▶ TASK REQUIREMENTS
In the records below, find the line containing "static void F(const" and the line containing "static void T(double"; please repeat exactly the lines from one to the other, both included, and nothing more.

Entries taken from a collection:
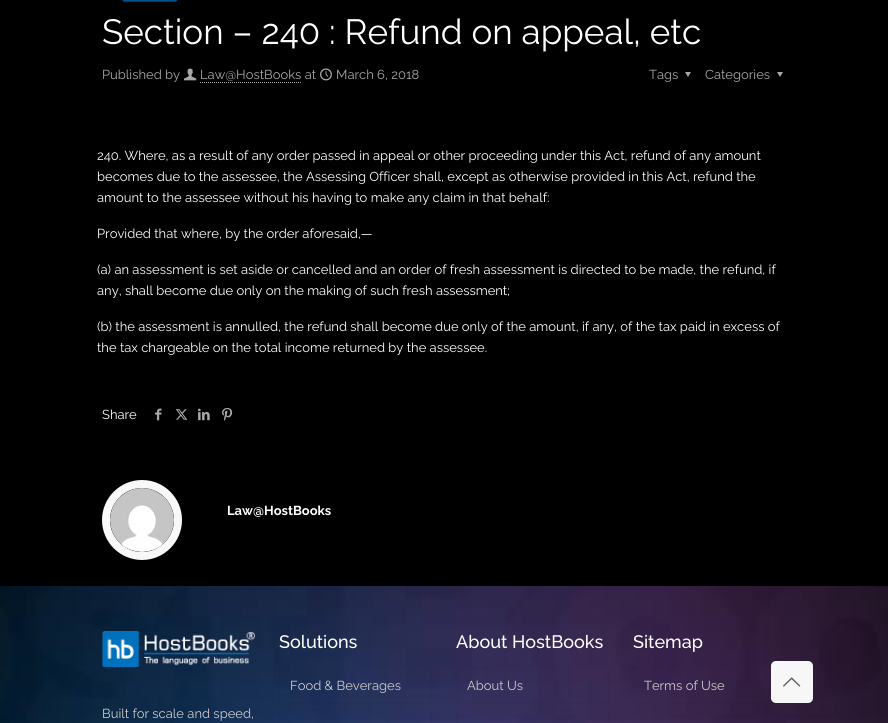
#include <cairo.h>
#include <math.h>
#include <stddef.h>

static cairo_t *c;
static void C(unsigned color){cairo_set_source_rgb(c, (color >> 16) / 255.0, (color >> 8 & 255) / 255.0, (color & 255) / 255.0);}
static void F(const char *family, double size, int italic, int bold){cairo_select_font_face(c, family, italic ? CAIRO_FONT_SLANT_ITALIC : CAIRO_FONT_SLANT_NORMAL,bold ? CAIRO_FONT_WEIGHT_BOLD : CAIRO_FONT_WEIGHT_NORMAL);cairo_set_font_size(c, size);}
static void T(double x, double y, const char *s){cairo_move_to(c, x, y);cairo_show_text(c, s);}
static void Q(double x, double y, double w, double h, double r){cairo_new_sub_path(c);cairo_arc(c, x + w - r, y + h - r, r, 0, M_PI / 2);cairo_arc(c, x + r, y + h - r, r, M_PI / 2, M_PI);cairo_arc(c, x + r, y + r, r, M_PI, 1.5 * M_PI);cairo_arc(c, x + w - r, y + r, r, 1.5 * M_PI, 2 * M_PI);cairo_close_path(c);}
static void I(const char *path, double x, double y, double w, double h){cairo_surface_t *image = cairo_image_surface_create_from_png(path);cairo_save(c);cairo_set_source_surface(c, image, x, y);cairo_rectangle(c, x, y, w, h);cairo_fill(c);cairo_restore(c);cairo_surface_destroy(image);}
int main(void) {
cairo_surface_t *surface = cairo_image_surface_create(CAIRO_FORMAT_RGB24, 888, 723);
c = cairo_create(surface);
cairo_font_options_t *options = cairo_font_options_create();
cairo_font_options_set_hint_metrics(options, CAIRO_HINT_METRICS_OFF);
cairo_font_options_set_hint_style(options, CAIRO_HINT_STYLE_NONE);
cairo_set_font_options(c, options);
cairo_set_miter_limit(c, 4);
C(0x000000);
cairo_paint(c);
I("1.png",122,0,56,2);
F("Raleway Thin",35,0,0);
C(0xffffff);
T(102,44,"Section – 240 : Refund on appeal, etc");
F("Raleway Thin",13,0,0);
C(0xa8a8a8);
T(102,79,"Published by");
I("2.png",184,68,13,13);
T(200,79,"Law@HostBooks at");
cairo_new_path(c);
cairo_move_to(c,200,82.5);
cairo_line_to(c,301,82.5);
cairo_set_line_width(c,1);
cairo_set_dash(c,(double[]){1,1},2,0);
cairo_stroke(c);
I("3.png",320,68,12,13);
T(336,79,"March 6, 2018");
T(649,79,"Tags");
cairo_new_path(c);
cairo_move_to(c,691,72);
cairo_line_to(c,688,77);
cairo_line_to(c,685,72);
cairo_close_path(c);
cairo_fill(c);
T(705,79,"Categories");
cairo_new_path(c);
cairo_move_to(c,783,72);
cairo_line_to(c,780,77);
cairo_line_to(c,777,72);
cairo_close_path(c);
cairo_fill(c);
C(0xffffff);
T(97,160,"240. Where, as a result of any order passed in appeal or other proceeding under this Act, refund of any amount");
T(97,181,"becomes due to the assessee, the Assessing Officer shall, except as otherwise provided in this Act, refund the");
T(97,202,"amount to the assessee without his having to make any claim in that behalf:");
T(97,238,"Provided that where, by the order aforesaid,—");
T(97,274,"(a) an assessment is set aside or cancelled and an order of fresh assessment is directed to be made, the refund, if");
T(97,295,"any, shall become due only on the making of such fresh assessment;");
T(97,331,"(b) the assessment is annulled, the refund shall become due only of the amount, if any, of the tax paid in excess of");
T(97,352,"the tax chargeable on the total income returned by the assessee.");
T(102,419,"Share");
I("4.png",155,408,7,13);
I("5.png",175,409,13,11);
I("6.png",198,408,12,13);
I("7.png",222,407,11,14);
cairo_arc(c,142,520,36,0,2 * M_PI);
C(0xf8f8f8);
cairo_set_line_width(c,8);
cairo_set_dash(c,NULL,0,0);
cairo_stroke(c);
I("8.png",110,488,64,64);
F("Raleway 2 Thin",13,0,0);
C(0xffffff);
T(227,515,"Law@HostBooks");
I("9.png",0,586,888,137);
F("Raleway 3 Thin",18,0,0);
T(279,648,"Solutions");
cairo_rectangle(c,279.5,667.5,152,36);
cairo_set_source_rgba(c,0,0,0,0.04);
cairo_set_line_width(c,1);
cairo_stroke(c);
F("Raleway Thin",13,0,0);
C(0xcccccc);
T(290,690,"Food & Beverages");
cairo_rectangle(c,279.5,709.5,152,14);
cairo_set_source_rgba(c,0,0,0,0.04);
cairo_stroke(c);
F("Raleway 3 Thin",18,0,0);
C(0xffffff);
T(456,648,"About HostBooks");
cairo_rectangle(c,456.5,667.5,152,36);
cairo_set_source_rgba(c,0,0,0,0.04);
cairo_stroke(c);
F("Raleway Thin",13,0,0);
C(0xcccccc);
T(467,690,"About Us");
cairo_rectangle(c,456.5,709.5,152,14);
cairo_set_source_rgba(c,0,0,0,0.04);
cairo_stroke(c);
F("Raleway 3 Thin",18,0,0);
C(0xffffff);
T(633,648,"Sitemap");
cairo_rectangle(c,633.5,667.5,152,36);
cairo_set_source_rgba(c,0,0,0,0.04);
cairo_stroke(c);
F("Raleway Thin",13,0,0);
C(0xcccccc);
T(644,690,"Terms of Use");
cairo_rectangle(c,633.5,709.5,152,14);
cairo_set_source_rgba(c,0,0,0,0.04);
cairo_stroke(c);
I("10.png",102,631,153,36);
C(0xcccccc);
T(102,718,"Built for scale and speed,");
C(0xf7f7f7);
Q(771,661,42,42,5);
cairo_fill(c);
I("11.png",783,677,18,10);
cairo_surface_write_to_png(surface, "o.png");
cairo_font_options_destroy(options);
cairo_destroy(c);
cairo_surface_destroy(surface);
return 0;
}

▶ YOUR RESPONSE
static void F(const char *family, double size, int italic, int bold){cairo_select_font_face(c, family, italic ? CAIRO_FONT_SLANT_ITALIC : CAIRO_FONT_SLANT_NORMAL,bold ? CAIRO_FONT_WEIGHT_BOLD : CAIRO_FONT_WEIGHT_NORMAL);cairo_set_font_size(c, size);}
static void T(double x, double y, const char *s){cairo_move_to(c, x, y);cairo_show_text(c, s);}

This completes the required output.